But while some fat cats enjoy kitesurfing, collecting typewriters, or learning to craft Japanese swords, others have more, shall we say, incendiary pastimes.

Last week, a sporting ranch operated by Florida multimillionaire Troy Link — CEO of the company that makes Jack Link's beef jerky (you know, the one that promises to "feed your wild side") — held a three-day "Swamp Shoot Out" in Okeechobee. Drone footage [note: potentially disturbing] of the invite-only event obtained by animal rights groups shows pigeons being released from small boxes in an open shooting field at Quail Creek Sporting Ranch before they're blasted down by shotgun-wielding attendees standing a few dozen yards away.

According to organizations Showing Animals Respect and Kindness (SHARK) and Animal Wellness Action, roughly 15,000 pigeons were shot over the course of the weekend.

"If this isn't staged animal cruelty, I don't know what is," Wayne Pacelle, president of Animal Wellness Action, said in a press release decrying the event.

While activists claim the practice, which is outlawed in several U.S. states, violates Florida's anti-cruelty regulations, state law contains no specific provisions to protect pigeons.
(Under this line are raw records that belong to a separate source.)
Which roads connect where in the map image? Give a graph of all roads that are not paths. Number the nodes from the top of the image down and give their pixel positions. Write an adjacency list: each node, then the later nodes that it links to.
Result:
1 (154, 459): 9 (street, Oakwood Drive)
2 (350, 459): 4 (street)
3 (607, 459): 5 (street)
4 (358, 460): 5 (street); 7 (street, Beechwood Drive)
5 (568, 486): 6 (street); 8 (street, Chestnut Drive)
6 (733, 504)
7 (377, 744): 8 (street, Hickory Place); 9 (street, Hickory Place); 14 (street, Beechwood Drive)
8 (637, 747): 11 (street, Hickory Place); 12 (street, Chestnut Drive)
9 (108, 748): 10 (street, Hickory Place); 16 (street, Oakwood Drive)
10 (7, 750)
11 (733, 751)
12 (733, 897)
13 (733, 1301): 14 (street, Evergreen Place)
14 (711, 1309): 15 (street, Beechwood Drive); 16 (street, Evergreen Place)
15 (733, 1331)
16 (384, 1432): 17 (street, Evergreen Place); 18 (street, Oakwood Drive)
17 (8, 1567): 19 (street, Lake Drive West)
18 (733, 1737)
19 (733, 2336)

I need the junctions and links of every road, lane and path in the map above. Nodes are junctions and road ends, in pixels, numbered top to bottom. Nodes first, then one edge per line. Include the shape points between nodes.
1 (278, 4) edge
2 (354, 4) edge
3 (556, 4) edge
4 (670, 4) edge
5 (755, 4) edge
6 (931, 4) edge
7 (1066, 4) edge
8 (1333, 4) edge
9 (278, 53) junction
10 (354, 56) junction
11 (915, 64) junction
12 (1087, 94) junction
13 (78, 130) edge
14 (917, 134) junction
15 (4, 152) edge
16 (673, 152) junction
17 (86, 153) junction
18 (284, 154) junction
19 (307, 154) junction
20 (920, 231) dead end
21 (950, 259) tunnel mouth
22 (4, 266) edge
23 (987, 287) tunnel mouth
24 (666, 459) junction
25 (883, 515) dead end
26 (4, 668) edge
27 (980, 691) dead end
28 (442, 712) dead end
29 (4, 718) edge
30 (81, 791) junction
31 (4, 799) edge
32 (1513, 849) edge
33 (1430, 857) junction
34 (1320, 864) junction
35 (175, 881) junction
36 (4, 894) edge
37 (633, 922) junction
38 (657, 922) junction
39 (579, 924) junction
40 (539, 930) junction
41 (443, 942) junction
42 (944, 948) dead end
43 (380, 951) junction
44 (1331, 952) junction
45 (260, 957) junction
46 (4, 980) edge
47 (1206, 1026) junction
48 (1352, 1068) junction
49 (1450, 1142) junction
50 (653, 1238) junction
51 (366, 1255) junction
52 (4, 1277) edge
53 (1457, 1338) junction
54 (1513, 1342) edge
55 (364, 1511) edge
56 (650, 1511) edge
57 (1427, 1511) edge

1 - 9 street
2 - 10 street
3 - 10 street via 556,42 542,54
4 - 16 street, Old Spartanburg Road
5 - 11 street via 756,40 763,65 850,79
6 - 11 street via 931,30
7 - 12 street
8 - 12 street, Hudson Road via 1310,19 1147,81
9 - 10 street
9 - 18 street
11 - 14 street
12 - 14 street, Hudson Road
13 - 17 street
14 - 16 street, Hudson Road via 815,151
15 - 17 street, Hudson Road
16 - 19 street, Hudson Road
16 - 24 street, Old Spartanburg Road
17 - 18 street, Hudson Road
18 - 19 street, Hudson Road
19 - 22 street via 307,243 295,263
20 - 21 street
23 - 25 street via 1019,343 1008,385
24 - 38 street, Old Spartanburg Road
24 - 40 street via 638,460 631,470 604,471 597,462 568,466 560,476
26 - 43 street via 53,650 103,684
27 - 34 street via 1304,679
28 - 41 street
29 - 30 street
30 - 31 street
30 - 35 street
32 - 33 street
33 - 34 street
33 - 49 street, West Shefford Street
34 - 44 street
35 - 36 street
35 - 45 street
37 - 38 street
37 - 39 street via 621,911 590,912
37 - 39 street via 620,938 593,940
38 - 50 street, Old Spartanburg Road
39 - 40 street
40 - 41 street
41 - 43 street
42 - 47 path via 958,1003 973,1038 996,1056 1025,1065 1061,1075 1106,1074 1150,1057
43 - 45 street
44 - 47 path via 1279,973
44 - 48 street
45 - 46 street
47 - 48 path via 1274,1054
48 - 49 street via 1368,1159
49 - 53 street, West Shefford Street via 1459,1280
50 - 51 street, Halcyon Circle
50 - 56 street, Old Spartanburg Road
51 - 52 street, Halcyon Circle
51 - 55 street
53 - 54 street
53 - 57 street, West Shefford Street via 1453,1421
Florida assigns misdemeanor penalties to an individual who "unnecessarily mutilates or kills any animal" in a cruel manner, but defenders of pigeon shoots claim they're sporting events that don't meet that definition.

A spokesperson for the Florida Department of Law Enforcement (FDLE) said the state is not investigating the event. The sporting club did not respond to New Times' requests for comment.

Once popular among the British aristocracy and European upper classes, with events held at resort locations in places like Monte Carlo, Monaco, and Seville, Spain, the sport has dwindled in popularity in light of outcry from animal rights activists and the availability of alternative sports such as skeet shooting.

Although proponents of the sport argue that live birds are "more challenging" than inanimate targets, others argue that pigeon shoots are downright cruel. In recent years, animal rights activists have begun deploying drones in attempts to disrupt live pigeon shoots, which nowadays are typically invite-only and hosted at private clubs.

A flyer for the recent Florida event (attached at the bottom of this story) shows that the daily entry fee was $600 and included daily meals and an award presentation on the final day. "Practice birds" cost attendees $16, per the flyer.

According to a press release from the animal rights groups, events like the "Swamp Shoot Out" typically use pigeons captured in urban areas and kept in boxes until the shooting starts. The groups say that during pigeon shoots, the birds are often spring-ejected from boxes and, in some cases, administered an electric shock to jolt them into the air.

SHARK president Steve Hindi noted in the release that the sport of skeet shooting employs targets — commonly known as clay pigeons — for recreational shooting.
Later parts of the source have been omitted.